Task
Below are lines of data; restate word for word those running from the line containing "middle dip: (1171, 788)" to the line containing "pinky tip: (1182, 835)", inclusive, and no others.

Material for this exercise
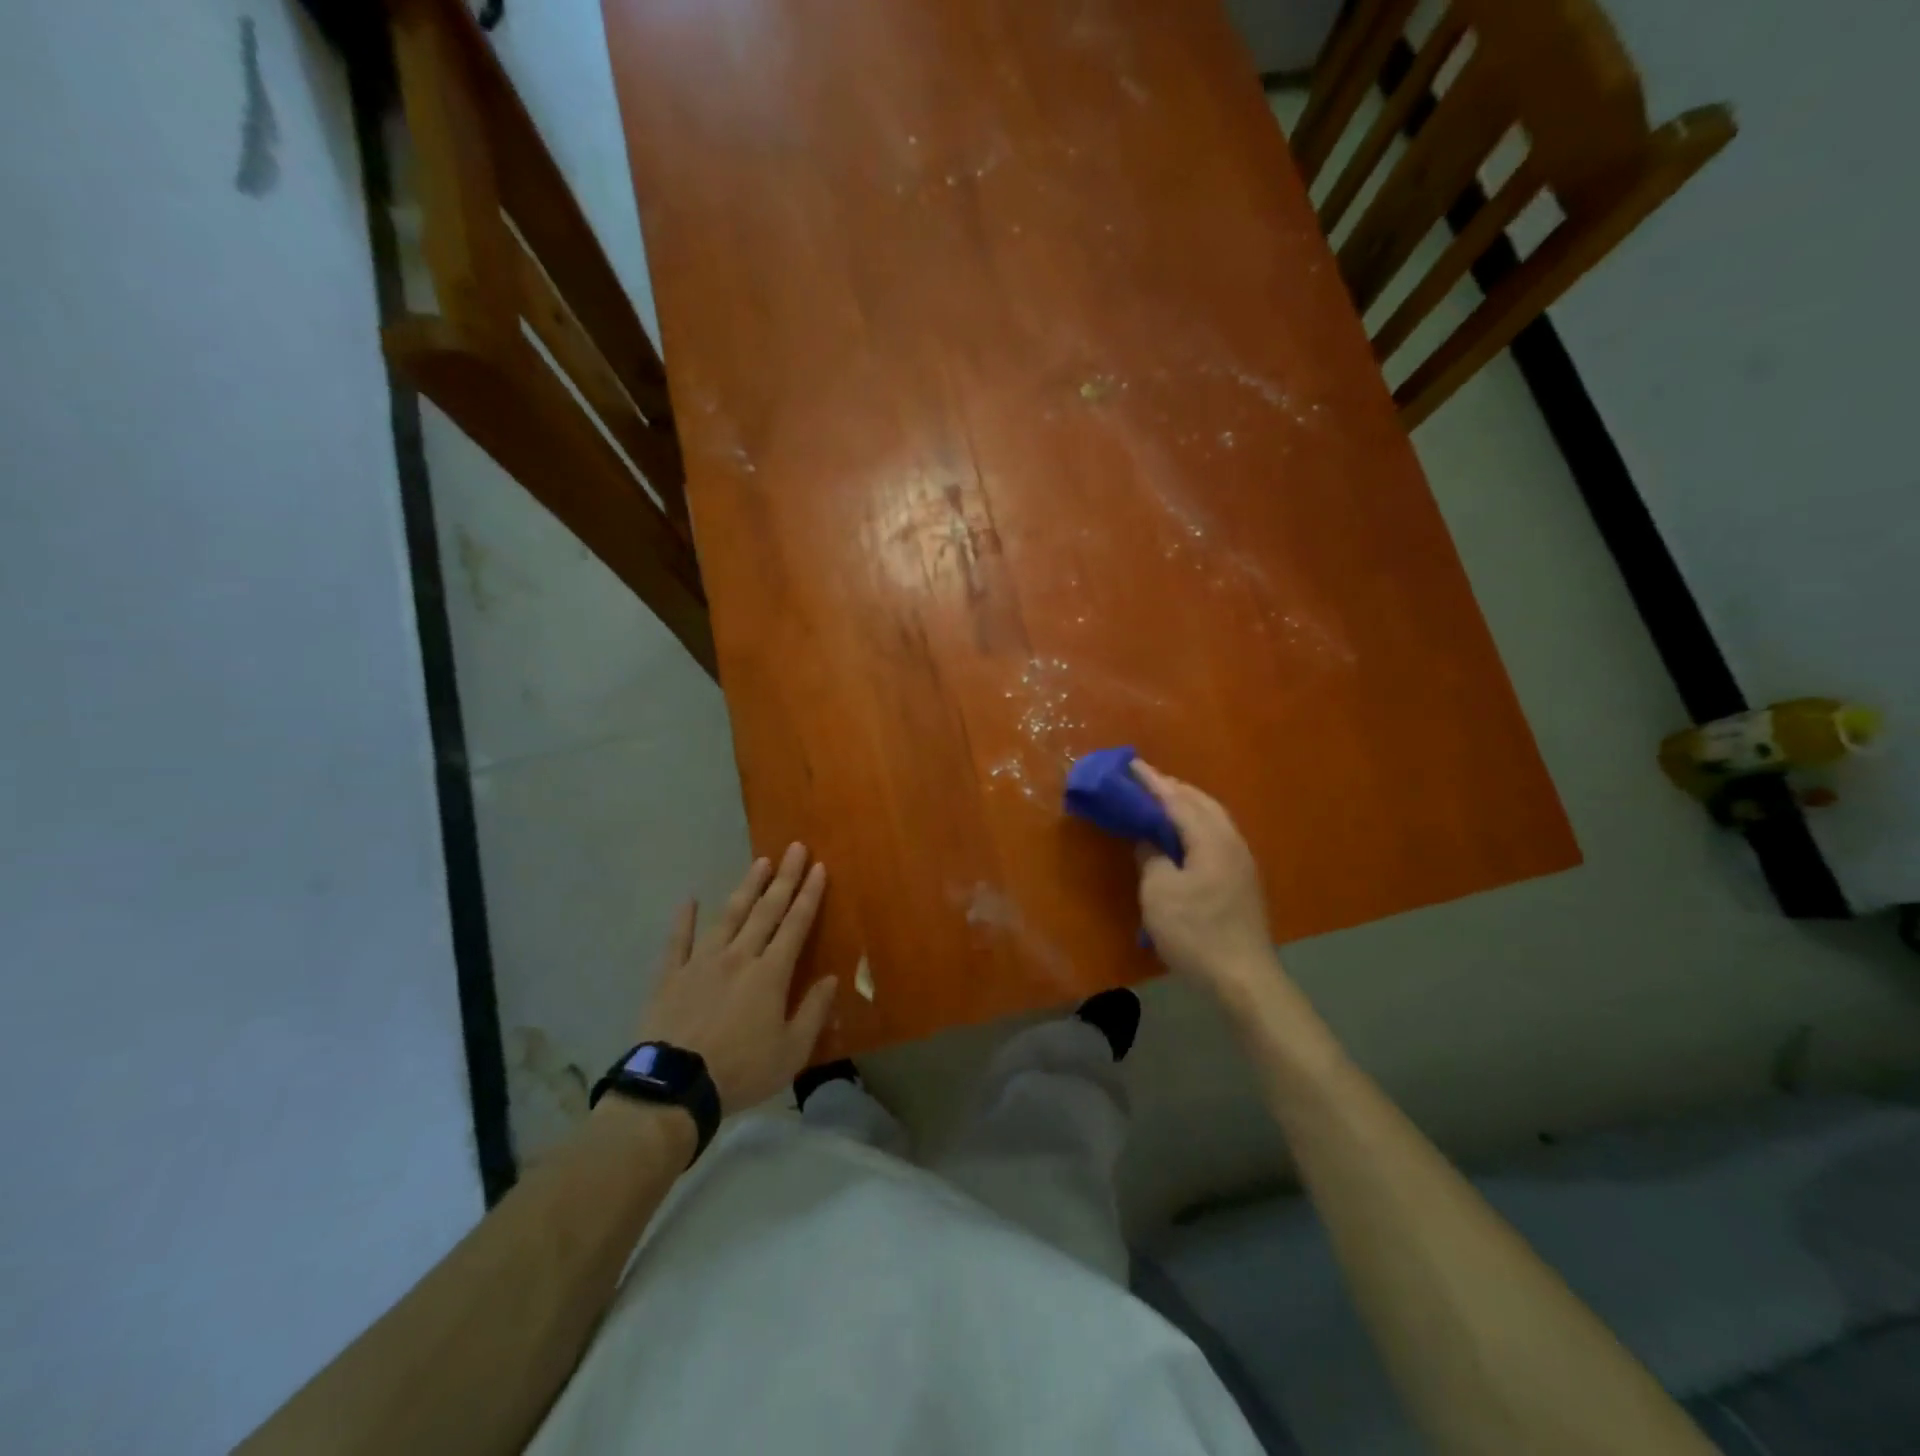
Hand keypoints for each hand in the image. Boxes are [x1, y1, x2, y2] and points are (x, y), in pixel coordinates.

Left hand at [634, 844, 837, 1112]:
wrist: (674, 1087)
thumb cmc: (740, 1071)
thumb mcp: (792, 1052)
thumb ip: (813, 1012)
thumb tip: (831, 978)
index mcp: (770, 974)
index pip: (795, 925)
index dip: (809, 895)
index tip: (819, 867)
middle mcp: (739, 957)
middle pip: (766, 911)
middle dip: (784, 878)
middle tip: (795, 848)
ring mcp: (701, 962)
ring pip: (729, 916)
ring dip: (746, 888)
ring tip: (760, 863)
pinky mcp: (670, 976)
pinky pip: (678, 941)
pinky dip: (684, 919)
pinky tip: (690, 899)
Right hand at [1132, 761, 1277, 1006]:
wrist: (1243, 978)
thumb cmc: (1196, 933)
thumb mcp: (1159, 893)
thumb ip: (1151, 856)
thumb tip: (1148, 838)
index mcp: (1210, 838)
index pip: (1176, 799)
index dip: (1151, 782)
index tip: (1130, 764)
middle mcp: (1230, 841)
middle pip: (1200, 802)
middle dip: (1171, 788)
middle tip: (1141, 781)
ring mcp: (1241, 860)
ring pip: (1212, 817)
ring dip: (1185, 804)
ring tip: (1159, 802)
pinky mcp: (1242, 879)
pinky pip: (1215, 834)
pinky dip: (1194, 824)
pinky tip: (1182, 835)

---

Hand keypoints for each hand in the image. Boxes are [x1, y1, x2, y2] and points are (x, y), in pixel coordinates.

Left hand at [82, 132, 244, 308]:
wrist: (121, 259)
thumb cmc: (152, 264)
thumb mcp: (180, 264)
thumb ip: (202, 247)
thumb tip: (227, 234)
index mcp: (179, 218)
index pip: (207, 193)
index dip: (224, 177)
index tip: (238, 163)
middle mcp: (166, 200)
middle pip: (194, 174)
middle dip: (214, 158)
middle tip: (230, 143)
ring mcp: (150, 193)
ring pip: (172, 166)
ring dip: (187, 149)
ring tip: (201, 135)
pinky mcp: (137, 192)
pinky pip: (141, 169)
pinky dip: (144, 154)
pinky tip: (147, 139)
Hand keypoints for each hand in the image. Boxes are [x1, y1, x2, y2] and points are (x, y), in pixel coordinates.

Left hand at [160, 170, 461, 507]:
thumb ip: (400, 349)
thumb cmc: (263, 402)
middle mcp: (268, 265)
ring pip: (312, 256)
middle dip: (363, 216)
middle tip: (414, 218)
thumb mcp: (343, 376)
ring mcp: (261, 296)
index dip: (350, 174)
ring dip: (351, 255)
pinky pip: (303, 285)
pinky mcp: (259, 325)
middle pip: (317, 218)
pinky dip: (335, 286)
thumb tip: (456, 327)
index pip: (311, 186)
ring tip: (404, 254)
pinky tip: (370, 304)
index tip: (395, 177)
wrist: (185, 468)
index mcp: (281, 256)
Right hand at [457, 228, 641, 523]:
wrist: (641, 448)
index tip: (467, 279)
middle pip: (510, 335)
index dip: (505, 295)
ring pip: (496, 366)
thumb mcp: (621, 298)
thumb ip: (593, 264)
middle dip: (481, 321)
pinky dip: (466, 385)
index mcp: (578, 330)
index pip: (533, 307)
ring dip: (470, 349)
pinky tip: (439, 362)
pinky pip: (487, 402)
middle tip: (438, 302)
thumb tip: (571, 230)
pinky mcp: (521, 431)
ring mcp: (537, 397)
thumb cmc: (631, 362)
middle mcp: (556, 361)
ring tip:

Exercise response
middle dip: (1171, 788)
middle tip: (1141, 781)
ring mcp: (1241, 860)
ring pip: (1212, 817)
ring dip: (1185, 804)
ring tip: (1159, 802)
pinky mcp: (1242, 879)
pinky pip: (1215, 834)
pinky dip: (1194, 824)
pinky tip: (1182, 835)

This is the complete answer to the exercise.